- _Required action_
From the entries, copy every line that carries the string "振兴南路".

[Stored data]
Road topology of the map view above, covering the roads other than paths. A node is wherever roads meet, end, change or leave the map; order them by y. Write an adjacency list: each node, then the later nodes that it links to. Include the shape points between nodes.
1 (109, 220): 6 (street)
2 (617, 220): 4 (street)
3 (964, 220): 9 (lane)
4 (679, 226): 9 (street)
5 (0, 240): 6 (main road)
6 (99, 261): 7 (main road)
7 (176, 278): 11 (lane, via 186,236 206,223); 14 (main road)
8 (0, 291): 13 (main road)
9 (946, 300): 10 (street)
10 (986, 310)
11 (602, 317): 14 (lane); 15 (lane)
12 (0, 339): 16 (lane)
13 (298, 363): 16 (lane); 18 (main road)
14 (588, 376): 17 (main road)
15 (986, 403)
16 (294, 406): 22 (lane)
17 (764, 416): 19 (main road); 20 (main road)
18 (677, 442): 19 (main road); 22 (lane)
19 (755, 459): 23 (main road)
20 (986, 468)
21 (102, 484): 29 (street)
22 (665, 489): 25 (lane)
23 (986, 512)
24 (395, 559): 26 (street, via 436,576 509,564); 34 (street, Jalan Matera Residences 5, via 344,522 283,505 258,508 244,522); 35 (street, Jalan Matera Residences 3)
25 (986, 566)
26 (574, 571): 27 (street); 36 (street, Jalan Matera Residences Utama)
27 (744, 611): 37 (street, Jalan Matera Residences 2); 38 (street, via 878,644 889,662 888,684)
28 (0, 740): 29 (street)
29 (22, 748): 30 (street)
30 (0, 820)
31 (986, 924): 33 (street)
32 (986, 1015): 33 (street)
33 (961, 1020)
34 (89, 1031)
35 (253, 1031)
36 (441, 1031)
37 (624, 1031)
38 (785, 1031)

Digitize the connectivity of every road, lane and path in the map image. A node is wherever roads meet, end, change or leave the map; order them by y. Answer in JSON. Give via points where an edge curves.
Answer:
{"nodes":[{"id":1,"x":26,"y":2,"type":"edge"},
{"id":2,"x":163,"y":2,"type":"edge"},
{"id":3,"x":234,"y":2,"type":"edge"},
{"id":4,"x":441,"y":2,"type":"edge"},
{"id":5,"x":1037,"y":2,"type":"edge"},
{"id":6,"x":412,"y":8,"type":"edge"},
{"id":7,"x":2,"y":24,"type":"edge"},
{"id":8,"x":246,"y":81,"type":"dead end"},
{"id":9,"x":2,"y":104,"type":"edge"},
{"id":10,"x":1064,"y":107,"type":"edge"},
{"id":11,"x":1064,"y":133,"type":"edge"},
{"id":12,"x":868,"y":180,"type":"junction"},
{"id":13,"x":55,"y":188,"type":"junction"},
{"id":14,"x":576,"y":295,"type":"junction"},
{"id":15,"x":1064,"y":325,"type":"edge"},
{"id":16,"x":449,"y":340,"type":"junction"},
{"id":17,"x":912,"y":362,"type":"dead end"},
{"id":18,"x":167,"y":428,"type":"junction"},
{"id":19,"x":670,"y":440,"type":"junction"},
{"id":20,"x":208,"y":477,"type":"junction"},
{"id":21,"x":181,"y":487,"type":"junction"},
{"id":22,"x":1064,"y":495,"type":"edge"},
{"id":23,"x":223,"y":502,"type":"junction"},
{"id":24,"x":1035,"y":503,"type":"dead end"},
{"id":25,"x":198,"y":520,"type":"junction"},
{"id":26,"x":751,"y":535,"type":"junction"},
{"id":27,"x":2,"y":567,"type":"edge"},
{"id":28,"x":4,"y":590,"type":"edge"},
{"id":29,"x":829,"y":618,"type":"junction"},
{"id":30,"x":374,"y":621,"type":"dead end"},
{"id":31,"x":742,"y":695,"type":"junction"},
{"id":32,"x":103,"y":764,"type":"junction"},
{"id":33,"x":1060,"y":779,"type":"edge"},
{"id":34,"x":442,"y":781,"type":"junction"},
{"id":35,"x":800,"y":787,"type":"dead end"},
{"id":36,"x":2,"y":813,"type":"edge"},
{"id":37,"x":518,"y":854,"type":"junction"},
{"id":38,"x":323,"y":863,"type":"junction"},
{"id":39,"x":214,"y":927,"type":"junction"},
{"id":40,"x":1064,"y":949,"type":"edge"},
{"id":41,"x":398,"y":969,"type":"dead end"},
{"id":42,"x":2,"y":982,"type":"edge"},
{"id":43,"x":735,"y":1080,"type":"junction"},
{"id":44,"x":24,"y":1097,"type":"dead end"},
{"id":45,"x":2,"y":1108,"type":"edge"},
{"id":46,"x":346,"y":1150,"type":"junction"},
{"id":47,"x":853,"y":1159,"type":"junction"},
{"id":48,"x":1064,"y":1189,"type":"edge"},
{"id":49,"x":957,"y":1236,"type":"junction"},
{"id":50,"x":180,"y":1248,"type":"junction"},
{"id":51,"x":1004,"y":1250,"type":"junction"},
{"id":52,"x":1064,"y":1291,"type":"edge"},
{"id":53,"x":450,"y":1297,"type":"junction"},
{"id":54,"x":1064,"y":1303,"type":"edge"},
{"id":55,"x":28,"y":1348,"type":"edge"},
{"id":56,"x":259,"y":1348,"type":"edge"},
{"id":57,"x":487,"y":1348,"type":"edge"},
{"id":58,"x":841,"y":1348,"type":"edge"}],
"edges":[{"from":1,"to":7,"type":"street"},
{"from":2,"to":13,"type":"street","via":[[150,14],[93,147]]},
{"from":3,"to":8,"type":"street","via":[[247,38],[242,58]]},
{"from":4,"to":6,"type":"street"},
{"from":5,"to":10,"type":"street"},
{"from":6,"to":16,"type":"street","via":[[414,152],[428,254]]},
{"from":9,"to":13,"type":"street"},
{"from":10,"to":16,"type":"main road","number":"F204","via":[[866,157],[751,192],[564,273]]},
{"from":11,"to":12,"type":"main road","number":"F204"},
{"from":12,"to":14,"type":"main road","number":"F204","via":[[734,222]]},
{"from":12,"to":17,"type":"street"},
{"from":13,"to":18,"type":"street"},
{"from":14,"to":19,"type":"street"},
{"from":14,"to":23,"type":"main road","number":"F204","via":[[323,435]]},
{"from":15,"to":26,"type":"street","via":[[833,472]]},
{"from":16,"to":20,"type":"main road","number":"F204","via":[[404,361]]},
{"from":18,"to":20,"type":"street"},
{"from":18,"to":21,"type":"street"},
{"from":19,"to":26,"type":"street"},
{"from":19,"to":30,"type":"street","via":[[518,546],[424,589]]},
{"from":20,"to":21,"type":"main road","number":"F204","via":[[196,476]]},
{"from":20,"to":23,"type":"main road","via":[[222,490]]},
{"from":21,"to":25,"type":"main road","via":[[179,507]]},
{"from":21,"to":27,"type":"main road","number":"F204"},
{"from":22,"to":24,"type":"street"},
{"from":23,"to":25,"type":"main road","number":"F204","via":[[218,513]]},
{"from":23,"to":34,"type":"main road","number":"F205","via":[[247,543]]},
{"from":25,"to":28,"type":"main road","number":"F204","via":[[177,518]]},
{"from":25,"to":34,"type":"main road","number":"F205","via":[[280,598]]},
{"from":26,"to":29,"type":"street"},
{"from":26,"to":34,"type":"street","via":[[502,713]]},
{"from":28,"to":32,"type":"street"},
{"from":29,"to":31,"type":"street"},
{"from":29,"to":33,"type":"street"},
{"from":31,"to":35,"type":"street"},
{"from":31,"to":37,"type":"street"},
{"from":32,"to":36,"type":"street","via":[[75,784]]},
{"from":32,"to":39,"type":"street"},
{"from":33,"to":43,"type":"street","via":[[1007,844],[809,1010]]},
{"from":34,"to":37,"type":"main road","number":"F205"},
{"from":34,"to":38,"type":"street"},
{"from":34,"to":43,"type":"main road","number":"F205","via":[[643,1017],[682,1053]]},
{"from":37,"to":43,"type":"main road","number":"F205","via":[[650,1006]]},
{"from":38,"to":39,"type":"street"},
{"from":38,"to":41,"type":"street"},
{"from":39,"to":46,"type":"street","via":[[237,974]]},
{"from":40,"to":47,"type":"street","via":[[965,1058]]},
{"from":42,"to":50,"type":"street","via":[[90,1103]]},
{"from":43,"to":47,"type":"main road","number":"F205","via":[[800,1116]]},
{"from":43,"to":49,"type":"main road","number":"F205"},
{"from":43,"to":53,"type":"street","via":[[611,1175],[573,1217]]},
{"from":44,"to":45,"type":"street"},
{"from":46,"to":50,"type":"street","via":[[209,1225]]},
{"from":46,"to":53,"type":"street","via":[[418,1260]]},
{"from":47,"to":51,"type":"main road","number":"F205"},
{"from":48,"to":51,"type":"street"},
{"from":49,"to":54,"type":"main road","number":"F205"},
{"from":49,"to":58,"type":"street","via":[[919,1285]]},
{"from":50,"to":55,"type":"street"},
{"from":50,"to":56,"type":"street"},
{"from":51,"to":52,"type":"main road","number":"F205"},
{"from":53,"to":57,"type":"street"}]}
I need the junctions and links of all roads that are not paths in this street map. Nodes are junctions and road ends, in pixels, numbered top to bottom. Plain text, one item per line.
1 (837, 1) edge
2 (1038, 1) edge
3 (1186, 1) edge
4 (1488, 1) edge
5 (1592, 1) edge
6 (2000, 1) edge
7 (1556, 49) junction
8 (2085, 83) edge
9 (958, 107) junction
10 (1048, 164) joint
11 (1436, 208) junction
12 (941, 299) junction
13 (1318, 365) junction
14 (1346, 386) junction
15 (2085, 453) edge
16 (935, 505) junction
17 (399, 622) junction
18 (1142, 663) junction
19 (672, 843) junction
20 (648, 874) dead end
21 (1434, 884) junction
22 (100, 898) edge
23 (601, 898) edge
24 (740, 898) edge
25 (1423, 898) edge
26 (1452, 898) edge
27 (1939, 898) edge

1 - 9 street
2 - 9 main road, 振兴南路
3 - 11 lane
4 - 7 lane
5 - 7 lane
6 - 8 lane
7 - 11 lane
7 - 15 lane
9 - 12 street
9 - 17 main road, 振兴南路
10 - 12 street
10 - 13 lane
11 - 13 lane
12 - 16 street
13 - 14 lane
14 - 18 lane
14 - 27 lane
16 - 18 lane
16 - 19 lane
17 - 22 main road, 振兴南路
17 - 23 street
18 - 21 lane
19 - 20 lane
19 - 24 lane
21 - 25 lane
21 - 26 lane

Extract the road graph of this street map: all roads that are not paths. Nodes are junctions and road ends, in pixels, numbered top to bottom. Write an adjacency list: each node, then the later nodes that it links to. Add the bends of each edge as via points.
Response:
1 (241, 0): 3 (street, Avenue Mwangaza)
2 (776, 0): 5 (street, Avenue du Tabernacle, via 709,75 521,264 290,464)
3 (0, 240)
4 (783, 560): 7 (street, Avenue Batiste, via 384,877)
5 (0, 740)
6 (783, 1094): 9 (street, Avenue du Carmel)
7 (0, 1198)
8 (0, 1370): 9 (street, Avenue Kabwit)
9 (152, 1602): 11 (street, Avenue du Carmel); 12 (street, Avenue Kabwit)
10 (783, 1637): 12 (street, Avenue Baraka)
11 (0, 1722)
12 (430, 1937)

- _Finished exercise_
2 - 9 main road, 振兴南路
9 - 17 main road, 振兴南路
17 - 22 main road, 振兴南路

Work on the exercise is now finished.